Real-Time Search: Google Continues Its Evolution of Search
Don Baker
In its quest to make Google all things to all users, Google continues to change the online search experience. Over the past year, Google has increasingly personalized results and made local-search results more relevant. Most recently, Google deployed Real-Time Search (RTS) in December 2009. RTS is Google's acknowledgement that the new, crowd-sourced information spread through popular social networks is increasingly important to searchers—and that Google's search index didn't have access to that information.
What impact does RTS have on your marketing efforts? On a positive note, work you are already doing to develop social network content, such as building your Twitter presence, will be given increased visibility as Google RTS results include more and more such posts. On the other hand, though, the results stream for RTS competes for page one real estate in Google search results, making it increasingly important that websites optimize content to achieve high rankings.
Why is Google Interested in Real-Time Search?
As just about everyone is aware, social networks began exploding in importance around 2006, and most online users now participate in one or more social networks such as Facebook, MySpace, LinkedIn or Twitter. The discussions in these networks contain a lot of interesting and valuable information, including product reviews and other advice that people search the Net to find. Even better, the information on social networks is ongoing and up-to-the-minute.
The problem for Google was availability: most of this information wasn't easily accessible. Facebook chats, tweets and other network posts were not available to the major search engine bots, effectively segregating social media and requiring searchers to query social networks individually. What information Google was able to access wasn’t "real-time," often taking search engines days, not minutes, to spider—too slow to be useful to many searchers.
Until recently, the major social networks didn't encourage aggregation of their information with other searchable online data. Twitter increased its search capability with its 2008 purchase of Summize, a startup specializing in mining opinions from Twitter content. Facebook just recently began encouraging its users to open up their data to the outside world as well, albeit not without controversy.
Through its new Real-Time Search service, however, Google has removed the hurdles. Google cut financial deals with a number of social networks, including Twitter and Facebook, and can now include social-media information as it happens, giving it the potential to change greatly both the search experience and the search-optimization experience. It also offers a new potential for spam and related abuse.
How RTS Changes Online Search
RTS appears as a small, scrollable box of search results that are included among the other, typical results to Google searches. As we go to press, Simon Cowell has announced he is leaving American Idol, and a search on his name yields the following RTS results box:

Currently, such boxes appear only for selected searches, with no consistency yet in page placement. (In an earlier test, the box did not appear for a search on "Packers" during the recent NFL Packers vs. Cardinals game, though a search for "Cowboys"—who had played the previous day—did display real-time tweets).
Google will undoubtedly experiment with the algorithm driving the scope and display of this real-time results box. We can expect to see RTS results appearing more frequently and in response to a wider variety of searches as Google observes how users respond to the RTS results.
RTS opens the door for shrewd marketers to exploit the real-time data stream to feature their own content.

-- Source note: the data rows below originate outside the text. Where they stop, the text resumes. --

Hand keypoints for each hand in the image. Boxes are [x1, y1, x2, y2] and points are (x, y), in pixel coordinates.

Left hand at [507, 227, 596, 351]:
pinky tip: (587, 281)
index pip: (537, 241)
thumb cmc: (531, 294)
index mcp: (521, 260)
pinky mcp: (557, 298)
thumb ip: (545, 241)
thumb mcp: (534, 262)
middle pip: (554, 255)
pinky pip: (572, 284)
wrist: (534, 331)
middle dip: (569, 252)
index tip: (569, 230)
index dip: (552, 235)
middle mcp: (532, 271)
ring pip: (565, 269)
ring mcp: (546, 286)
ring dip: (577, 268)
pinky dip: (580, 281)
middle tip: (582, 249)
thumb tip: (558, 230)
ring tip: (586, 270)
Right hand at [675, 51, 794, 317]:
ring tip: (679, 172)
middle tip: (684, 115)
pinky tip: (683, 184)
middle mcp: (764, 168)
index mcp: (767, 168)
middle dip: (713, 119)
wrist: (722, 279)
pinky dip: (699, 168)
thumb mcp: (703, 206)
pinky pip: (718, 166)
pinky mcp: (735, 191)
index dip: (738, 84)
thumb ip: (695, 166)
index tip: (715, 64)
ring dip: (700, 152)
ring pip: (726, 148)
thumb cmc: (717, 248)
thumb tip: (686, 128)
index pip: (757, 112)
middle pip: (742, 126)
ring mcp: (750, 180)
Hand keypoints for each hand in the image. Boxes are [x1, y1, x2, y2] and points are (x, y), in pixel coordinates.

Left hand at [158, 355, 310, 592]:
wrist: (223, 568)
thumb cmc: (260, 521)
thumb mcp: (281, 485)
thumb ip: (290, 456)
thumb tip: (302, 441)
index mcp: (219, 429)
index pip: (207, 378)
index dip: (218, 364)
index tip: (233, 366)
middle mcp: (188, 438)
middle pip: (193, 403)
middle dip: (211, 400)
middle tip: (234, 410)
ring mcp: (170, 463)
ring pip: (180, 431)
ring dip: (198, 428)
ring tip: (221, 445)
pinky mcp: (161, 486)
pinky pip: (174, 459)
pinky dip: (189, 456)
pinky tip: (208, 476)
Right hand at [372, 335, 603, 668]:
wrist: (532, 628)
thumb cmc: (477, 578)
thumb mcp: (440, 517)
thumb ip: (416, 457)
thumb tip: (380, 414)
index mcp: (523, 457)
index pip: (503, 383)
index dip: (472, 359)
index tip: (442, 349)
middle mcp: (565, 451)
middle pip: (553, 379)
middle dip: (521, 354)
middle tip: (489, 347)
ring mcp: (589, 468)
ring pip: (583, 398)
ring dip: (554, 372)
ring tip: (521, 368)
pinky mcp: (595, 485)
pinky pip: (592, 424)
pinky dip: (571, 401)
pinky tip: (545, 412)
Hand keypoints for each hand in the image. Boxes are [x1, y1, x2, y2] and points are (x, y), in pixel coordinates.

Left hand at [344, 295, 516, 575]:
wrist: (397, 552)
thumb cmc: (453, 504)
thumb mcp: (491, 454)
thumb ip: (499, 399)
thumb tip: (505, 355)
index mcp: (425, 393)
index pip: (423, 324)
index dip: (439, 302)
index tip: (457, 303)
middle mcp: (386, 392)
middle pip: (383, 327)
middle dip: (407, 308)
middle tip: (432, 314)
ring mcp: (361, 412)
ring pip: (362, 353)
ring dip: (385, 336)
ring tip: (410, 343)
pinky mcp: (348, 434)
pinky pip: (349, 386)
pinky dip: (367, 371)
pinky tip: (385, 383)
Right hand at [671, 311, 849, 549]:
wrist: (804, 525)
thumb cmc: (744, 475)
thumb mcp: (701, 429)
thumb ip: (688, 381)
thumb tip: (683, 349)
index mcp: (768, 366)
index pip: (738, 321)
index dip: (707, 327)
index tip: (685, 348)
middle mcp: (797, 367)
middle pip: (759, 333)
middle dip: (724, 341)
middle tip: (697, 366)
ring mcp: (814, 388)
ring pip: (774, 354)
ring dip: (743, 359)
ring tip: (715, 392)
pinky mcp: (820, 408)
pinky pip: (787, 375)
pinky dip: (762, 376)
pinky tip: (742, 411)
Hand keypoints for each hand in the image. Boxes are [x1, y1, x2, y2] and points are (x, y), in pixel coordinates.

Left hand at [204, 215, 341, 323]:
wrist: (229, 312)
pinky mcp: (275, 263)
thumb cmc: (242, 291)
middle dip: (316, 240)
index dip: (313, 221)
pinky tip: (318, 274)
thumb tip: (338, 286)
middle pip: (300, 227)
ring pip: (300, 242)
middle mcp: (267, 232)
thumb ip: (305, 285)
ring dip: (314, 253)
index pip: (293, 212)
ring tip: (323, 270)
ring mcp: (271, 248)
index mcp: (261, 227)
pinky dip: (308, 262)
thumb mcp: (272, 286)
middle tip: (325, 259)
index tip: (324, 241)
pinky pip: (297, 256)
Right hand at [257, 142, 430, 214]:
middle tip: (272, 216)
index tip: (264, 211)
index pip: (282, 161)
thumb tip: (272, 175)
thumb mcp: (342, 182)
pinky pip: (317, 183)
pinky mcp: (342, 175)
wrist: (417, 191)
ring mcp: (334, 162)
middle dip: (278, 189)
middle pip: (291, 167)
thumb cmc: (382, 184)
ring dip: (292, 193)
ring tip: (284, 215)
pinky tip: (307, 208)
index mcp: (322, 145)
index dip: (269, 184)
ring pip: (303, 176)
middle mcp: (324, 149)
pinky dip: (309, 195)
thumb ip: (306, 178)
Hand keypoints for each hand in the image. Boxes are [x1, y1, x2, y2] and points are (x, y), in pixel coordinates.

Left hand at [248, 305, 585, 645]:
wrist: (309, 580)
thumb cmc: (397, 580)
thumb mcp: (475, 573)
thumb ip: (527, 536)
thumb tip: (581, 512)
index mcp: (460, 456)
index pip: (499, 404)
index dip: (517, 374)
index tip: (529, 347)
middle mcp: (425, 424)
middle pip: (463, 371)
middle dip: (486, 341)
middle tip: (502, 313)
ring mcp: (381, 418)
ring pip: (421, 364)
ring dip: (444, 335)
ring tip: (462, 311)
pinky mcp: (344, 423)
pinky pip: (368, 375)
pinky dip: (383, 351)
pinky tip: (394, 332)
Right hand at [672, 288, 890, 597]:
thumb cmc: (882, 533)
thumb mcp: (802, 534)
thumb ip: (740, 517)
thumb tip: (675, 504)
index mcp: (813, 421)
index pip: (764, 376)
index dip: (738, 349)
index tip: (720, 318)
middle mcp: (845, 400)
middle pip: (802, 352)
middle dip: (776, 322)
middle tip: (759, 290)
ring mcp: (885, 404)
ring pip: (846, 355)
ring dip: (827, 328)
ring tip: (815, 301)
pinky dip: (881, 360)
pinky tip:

One easy way is to monitor Google's Hot Searches page, quickly create content on social networks that contains popular search terms listed on the Trends page, and direct readers to unrelated information (selling products, for instance). Google will devise ways to uncover and combat such spam, but the spam will exist nonetheless, as each party counters the other’s moves.
Why Marketers Should Care About RTS and Other Google Actions
RTS changes search in a more important manner, however. As noted above, this is yet another change to the Google search-results landscape that determines whose content is displayed. RTS now joins several other types of results—pay-per-click ads, news stories and press releases, video clips and expanded local-search—in competing with websites for organic ("free") Google results. Together with the other alternative content, RTS reduces the slots available on each page for traditional organic results. This means increased competition for organic positions, which places more importance on optimizing website pages for high Google rankings. But it also offers new exposure for content marketers are developing on the alternative platforms that Google now includes in search results.